→ **About this task**
Filter the listing below down to the lines containing the word "wherever".

→ **Supplied records**

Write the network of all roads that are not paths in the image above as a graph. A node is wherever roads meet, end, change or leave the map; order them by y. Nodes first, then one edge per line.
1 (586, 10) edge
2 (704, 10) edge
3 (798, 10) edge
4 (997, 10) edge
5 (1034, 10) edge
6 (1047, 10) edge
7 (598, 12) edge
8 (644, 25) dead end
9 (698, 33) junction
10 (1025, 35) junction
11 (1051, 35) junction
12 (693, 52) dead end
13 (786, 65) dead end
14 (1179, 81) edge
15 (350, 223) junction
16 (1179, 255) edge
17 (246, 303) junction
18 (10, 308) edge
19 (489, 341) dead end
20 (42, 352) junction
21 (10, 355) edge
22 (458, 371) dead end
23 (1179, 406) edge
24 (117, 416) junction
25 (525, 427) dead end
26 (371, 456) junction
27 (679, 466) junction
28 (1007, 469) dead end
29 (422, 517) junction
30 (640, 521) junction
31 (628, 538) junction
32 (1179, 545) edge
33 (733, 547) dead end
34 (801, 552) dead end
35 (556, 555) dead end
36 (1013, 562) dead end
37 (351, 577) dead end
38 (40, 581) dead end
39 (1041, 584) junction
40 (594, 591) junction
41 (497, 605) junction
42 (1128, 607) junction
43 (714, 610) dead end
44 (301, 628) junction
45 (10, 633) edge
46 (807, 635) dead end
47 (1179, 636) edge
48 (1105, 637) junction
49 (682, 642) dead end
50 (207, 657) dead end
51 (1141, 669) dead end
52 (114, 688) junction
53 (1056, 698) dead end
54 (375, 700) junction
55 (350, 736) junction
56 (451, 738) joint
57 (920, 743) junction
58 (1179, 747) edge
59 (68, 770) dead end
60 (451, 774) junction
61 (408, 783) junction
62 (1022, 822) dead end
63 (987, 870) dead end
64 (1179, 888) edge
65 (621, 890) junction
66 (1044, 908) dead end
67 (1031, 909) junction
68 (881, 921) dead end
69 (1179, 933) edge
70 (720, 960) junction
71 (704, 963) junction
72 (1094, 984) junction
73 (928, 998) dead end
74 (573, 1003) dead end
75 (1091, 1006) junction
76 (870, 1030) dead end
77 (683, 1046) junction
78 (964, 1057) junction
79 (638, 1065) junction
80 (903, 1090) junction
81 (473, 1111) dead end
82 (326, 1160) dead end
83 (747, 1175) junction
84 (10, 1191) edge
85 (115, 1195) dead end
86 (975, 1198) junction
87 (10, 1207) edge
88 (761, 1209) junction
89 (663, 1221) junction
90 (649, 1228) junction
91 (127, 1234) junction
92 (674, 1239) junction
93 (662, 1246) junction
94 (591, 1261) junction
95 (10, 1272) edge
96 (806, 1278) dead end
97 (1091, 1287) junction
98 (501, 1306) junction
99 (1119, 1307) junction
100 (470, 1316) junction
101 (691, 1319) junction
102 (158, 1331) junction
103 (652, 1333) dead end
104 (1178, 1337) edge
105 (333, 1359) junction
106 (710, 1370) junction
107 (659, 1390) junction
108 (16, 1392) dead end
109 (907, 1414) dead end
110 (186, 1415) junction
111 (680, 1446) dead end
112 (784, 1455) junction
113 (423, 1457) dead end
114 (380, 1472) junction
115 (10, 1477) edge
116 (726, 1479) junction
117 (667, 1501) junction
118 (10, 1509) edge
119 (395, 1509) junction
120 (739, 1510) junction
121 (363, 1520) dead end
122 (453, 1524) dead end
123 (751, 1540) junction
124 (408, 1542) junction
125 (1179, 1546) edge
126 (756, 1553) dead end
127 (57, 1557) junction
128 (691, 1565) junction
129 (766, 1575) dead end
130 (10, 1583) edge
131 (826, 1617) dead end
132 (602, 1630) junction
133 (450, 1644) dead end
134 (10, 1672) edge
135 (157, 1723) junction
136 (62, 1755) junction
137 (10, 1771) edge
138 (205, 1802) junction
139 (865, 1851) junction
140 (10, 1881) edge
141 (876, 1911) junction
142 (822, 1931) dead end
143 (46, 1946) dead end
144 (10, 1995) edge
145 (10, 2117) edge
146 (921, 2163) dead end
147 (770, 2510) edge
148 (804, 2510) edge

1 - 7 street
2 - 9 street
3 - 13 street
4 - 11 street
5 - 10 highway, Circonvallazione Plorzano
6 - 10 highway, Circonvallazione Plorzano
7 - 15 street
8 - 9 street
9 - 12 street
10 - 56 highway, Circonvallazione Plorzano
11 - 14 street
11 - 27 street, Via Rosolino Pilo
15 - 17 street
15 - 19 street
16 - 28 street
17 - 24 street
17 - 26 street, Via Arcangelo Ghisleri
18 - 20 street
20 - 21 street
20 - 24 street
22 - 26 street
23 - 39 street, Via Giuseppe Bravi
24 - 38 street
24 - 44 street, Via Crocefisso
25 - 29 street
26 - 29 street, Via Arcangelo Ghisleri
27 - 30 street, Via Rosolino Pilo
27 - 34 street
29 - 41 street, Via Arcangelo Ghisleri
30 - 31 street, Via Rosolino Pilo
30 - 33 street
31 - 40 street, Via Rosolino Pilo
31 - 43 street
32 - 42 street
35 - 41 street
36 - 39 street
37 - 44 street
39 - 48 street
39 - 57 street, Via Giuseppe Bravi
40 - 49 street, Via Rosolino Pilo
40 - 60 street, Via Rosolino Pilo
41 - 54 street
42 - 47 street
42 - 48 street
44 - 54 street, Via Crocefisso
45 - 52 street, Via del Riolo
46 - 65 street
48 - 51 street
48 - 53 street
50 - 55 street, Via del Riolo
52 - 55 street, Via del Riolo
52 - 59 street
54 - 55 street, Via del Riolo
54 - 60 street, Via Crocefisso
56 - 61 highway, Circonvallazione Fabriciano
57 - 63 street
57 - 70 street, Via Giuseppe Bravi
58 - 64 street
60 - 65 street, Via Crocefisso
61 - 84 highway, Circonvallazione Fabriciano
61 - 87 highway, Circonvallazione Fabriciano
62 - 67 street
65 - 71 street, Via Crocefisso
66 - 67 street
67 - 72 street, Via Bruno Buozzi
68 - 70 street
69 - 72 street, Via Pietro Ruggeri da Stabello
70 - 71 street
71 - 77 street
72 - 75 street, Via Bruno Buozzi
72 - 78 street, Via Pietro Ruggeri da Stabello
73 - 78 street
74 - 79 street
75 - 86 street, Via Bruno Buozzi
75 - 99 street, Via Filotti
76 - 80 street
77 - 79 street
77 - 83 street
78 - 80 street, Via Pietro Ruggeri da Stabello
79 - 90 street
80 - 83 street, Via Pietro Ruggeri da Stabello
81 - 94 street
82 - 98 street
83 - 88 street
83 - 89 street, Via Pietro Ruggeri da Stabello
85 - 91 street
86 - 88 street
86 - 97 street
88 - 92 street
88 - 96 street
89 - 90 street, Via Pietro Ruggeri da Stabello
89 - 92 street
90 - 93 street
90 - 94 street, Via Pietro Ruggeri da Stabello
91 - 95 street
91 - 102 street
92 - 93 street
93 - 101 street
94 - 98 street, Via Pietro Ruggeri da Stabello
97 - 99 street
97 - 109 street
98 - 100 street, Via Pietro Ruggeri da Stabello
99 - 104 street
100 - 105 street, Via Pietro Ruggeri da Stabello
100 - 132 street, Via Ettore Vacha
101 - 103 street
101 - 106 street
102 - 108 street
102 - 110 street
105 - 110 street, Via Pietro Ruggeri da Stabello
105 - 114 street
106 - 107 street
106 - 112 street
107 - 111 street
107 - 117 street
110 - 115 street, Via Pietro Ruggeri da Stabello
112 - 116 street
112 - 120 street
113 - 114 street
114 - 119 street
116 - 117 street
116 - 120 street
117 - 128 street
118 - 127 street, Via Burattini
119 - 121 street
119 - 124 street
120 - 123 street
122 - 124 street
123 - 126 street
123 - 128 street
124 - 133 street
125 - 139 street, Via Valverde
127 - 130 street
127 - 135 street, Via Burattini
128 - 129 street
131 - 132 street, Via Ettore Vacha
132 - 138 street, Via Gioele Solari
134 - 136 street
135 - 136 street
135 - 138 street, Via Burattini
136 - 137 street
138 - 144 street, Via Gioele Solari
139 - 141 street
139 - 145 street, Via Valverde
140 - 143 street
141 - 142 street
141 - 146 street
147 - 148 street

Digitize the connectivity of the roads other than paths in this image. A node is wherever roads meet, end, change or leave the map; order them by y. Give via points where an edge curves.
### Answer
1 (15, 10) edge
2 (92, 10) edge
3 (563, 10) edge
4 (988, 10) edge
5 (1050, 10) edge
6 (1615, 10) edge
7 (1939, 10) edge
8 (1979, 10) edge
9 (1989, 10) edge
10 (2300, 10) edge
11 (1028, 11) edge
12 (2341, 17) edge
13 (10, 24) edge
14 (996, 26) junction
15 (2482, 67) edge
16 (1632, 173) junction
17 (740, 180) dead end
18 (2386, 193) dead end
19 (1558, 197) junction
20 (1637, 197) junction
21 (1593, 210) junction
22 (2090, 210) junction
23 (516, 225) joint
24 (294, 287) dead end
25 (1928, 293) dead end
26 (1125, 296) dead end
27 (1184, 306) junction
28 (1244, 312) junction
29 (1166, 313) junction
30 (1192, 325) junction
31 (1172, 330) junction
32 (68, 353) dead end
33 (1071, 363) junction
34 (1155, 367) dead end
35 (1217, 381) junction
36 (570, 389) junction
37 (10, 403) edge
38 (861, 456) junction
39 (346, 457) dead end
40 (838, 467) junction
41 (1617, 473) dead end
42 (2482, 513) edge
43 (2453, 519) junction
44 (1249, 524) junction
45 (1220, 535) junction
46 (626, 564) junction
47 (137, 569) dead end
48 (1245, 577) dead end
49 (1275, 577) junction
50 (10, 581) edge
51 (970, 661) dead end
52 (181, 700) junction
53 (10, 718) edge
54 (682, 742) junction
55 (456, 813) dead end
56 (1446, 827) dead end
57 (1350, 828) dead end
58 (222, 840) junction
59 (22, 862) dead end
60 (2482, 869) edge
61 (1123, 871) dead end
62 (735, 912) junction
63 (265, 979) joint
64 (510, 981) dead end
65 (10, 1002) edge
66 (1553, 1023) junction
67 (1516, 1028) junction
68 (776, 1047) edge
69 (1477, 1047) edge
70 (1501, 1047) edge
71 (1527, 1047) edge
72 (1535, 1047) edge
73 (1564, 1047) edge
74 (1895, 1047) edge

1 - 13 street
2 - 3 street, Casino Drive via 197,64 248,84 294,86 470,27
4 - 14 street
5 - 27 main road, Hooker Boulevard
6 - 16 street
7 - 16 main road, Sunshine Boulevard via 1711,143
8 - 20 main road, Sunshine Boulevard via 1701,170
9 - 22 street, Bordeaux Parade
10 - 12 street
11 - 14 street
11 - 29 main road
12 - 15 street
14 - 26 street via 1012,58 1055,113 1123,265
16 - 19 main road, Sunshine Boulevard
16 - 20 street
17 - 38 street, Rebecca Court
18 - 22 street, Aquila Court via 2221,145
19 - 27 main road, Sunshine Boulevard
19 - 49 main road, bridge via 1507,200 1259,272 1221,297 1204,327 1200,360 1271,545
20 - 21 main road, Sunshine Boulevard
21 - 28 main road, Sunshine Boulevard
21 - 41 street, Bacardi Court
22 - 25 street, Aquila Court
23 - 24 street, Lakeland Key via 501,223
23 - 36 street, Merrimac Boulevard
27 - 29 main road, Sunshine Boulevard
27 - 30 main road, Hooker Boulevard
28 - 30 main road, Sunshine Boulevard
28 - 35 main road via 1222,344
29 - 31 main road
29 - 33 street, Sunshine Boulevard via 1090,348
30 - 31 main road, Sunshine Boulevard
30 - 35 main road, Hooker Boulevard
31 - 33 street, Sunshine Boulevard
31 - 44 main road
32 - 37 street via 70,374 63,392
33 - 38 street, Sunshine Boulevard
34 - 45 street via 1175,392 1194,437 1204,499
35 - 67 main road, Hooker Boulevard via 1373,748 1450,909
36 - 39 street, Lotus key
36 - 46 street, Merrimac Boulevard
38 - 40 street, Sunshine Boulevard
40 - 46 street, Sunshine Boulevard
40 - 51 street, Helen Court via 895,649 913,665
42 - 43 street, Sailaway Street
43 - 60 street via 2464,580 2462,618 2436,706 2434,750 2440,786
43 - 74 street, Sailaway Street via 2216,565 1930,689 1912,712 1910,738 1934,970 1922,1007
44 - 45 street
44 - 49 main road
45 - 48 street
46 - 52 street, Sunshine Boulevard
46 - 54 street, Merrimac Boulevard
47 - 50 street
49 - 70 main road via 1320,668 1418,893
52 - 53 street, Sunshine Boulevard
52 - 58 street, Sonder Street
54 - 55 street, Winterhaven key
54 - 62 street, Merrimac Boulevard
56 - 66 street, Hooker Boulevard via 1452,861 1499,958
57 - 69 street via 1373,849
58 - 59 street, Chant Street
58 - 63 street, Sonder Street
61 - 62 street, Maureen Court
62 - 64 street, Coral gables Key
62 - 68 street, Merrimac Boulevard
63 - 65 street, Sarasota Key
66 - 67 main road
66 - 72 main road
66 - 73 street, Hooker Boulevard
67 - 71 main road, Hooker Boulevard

→ **Completed exercise**
Write the network of all roads that are not paths in the image above as a graph. A node is wherever roads meet, end, change or leave the map; order them by y. Nodes first, then one edge per line.
Digitize the connectivity of the roads other than paths in this image. A node is wherever roads meet, end, change or leave the map; order them by y. Give via points where an edge curves.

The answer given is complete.